▸ **YOUR ASSIGNMENT**: Please give all of the data again, character for character, and drop the pictures.

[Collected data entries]
━━━━━━━━━━━━━━━━

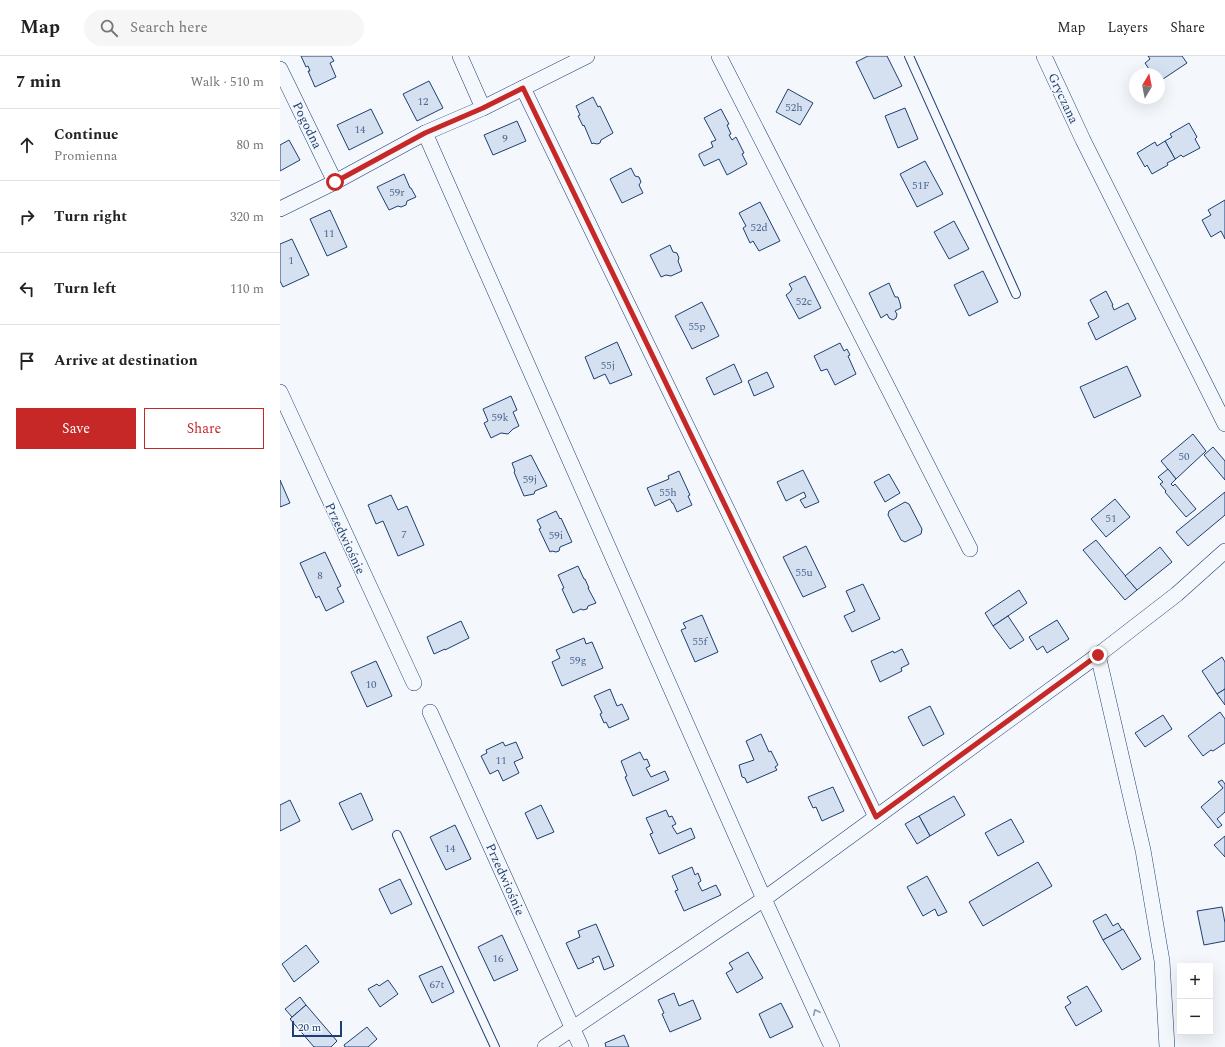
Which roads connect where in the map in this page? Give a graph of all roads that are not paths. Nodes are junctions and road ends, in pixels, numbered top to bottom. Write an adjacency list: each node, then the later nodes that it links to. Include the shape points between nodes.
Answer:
1 (460, 56): 9 (street)
2 (587, 56): 6 (street)
3 (718, 56): 16 (street)
4 (909, 56): 13 (lane)
5 (1044, 56): 15 (street, Gryczana, via 1083,140)
6 (570, 60): 8 (street)
7 (280, 69): 11 (street, Pogodna)
8 (523, 88): 9 (street); 21 (street)
9 (483, 108): 10 (street)
10 (425, 133): 11 (street); 23 (street)
11 (335, 182): 12 (street)
12 (280, 209)
13 (1016, 294)
14 (280, 392): 19 (street, Przedwiośnie)
15 (1225, 424)
16 (970, 549)
17 (1225, 551): 18 (street, via 1177,594)
18 (1098, 655): 21 (street); 29 (street, via 1145,858 1162,961)
19 (414, 683)
20 (430, 712): 24 (street, Przedwiośnie)
21 (876, 817): 23 (street)
22 (397, 835): 25 (lane)
23 (764, 899): 24 (street); 28 (street, one-way to 23)
24 (574, 1028): 26 (street); 27 (street, Przedwiośnie)
25 (495, 1047)
26 (545, 1047)
27 (581, 1047)
28 (832, 1047)
29 (1167, 1047)

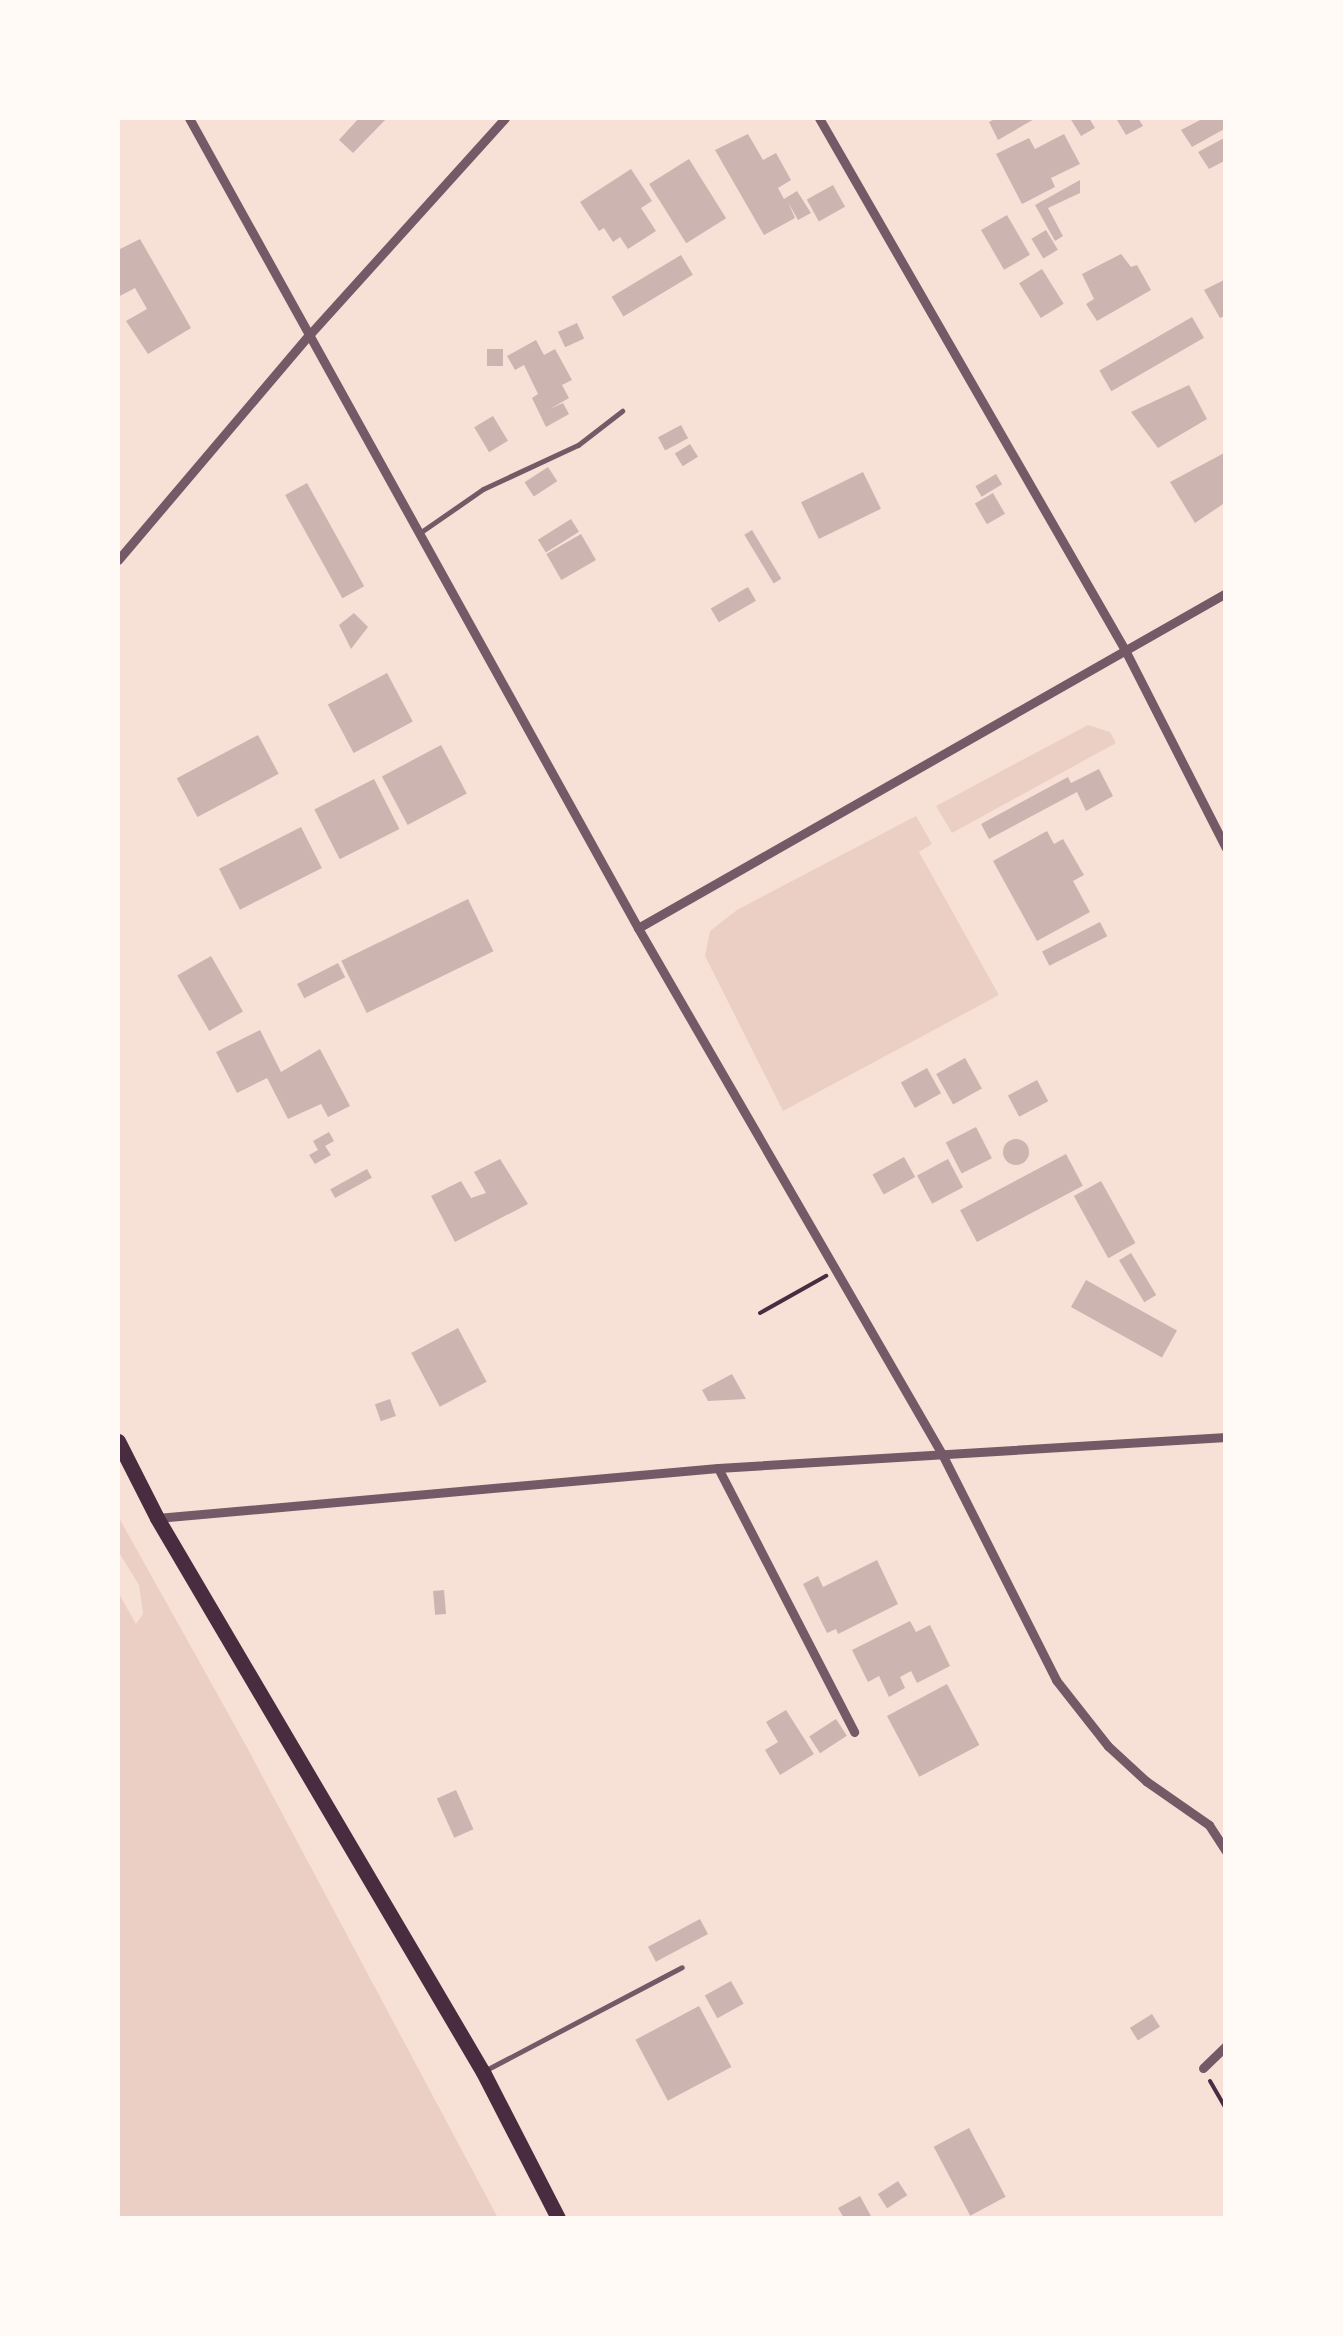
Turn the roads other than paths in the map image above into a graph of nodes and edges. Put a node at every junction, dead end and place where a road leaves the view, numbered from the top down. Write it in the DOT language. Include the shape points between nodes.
graph roads {
  1 [pos="189,118"];
  2 [pos="505,118"];
  3 [pos="818,118"];
  4 [pos="310,334"];
  5 [pos="622,410"];
  6 [pos="421,532"];
  7 [pos="118,560"];
  8 [pos="1226,593"];
  9 [pos="1125,650"];
  10 [pos="1226,848"];
  11 [pos="638,928"];
  12 [pos="1226,1436"];
  13 [pos="118,1441"];
  14 [pos="942,1454"];
  15 [pos="718,1468"];
  16 [pos="157,1518"];
  17 [pos="854,1732"];
  18 [pos="1226,1851"];
  19 [pos="682,1967"];
  20 [pos="1226,2046"];
  21 [pos="1202,2068"];
  22 [pos="484,2072"];
  23 [pos="558,2218"];
  1 -- 4 [label="street"];
  2 -- 4 [label="street"];
  3 -- 9 [label="street"];
  4 -- 6 [label="street"];
  4 -- 7 [label="street"];
  5 -- 6 [label="lane" via="578,445 484,488"];
  6 -- 11 [label="street"];
  8 -- 9 [label="street"];
  9 -- 10 [label="street"];
  9 -- 11 [label="street"];
  11 -- 14 [label="street"];
  12 -- 14 [label="street"];
  13 -- 16 [label="highway"];
  14 -- 15 [label="street"];
  14 -- 18 [label="street" via="1056,1680 1108,1746 1209,1826"];
  15 -- 16 [label="street"];
  15 -- 17 [label="street"];
  16 -- 22 [label="highway"];
  19 -- 22 [label="lane"];
  20 -- 21 [label="street"];
  22 -- 23 [label="highway"];
}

━━━━━━━━━━━━━━━━

▸ **EXERCISE RESULT**:
Which roads connect where in the map in this page? Give a graph of all roads that are not paths. Nodes are junctions and road ends, in pixels, numbered top to bottom. Write an adjacency list: each node, then the later nodes that it links to. Include the shape points between nodes.
Answer:
1 (460, 56): 9 (street)
2 (587, 56): 6 (street)
3 (718, 56): 16 (street)
4 (909, 56): 13 (lane)
5 (1044, 56): 15 (street, Gryczana, via 1083,140)
6 (570, 60): 8 (street)
7 (280, 69): 11 (street, Pogodna)
8 (523, 88): 9 (street); 21 (street)
9 (483, 108): 10 (street)
10 (425, 133): 11 (street); 23 (street)
11 (335, 182): 12 (street)
12 (280, 209)
13 (1016, 294)
14 (280, 392): 19 (street, Przedwiośnie)
15 (1225, 424)
16 (970, 549)
17 (1225, 551): 18 (street, via 1177,594)
18 (1098, 655): 21 (street); 29 (street, via 1145,858 1162,961)
19 (414, 683)
20 (430, 712): 24 (street, Przedwiośnie)
21 (876, 817): 23 (street)
22 (397, 835): 25 (lane)
23 (764, 899): 24 (street); 28 (street, one-way to 23)
24 (574, 1028): 26 (street); 27 (street, Przedwiośnie)
25 (495, 1047)
26 (545, 1047)
27 (581, 1047)
28 (832, 1047)
29 (1167, 1047)

Turn the roads other than paths in the map image above into a graph of nodes and edges. Put a node at every junction, dead end and place where a road leaves the view, numbered from the top down. Write it in the DOT language. Include the shape points between nodes.
graph roads {
  1 [pos="189,118"];
  2 [pos="505,118"];
  3 [pos="818,118"];
  4 [pos="310,334"];
  5 [pos="622,410"];
  6 [pos="421,532"];
  7 [pos="118,560"];
  8 [pos="1226,593"];
  9 [pos="1125,650"];
  10 [pos="1226,848"];
  11 [pos="638,928"];
  12 [pos="1226,1436"];
  13 [pos="118,1441"];
  14 [pos="942,1454"];
  15 [pos="718,1468"];
  16 [pos="157,1518"];
  17 [pos="854,1732"];
  18 [pos="1226,1851"];
  19 [pos="682,1967"];
  20 [pos="1226,2046"];
  21 [pos="1202,2068"];
  22 [pos="484,2072"];
  23 [pos="558,2218"];
  1 -- 4 [label="street"];
  2 -- 4 [label="street"];
  3 -- 9 [label="street"];
  4 -- 6 [label="street"];
  4 -- 7 [label="street"];
  5 -- 6 [label="lane" via="578,445 484,488"];
  6 -- 11 [label="street"];
  8 -- 9 [label="street"];
  9 -- 10 [label="street"];
  9 -- 11 [label="street"];
  11 -- 14 [label="street"];
  12 -- 14 [label="street"];
  13 -- 16 [label="highway"];
  14 -- 15 [label="street"];
  14 -- 18 [label="street" via="1056,1680 1108,1746 1209,1826"];
  15 -- 16 [label="street"];
  15 -- 17 [label="street"];
  16 -- 22 [label="highway"];
  19 -- 22 [label="lane"];
  20 -- 21 [label="street"];
  22 -- 23 [label="highway"];
}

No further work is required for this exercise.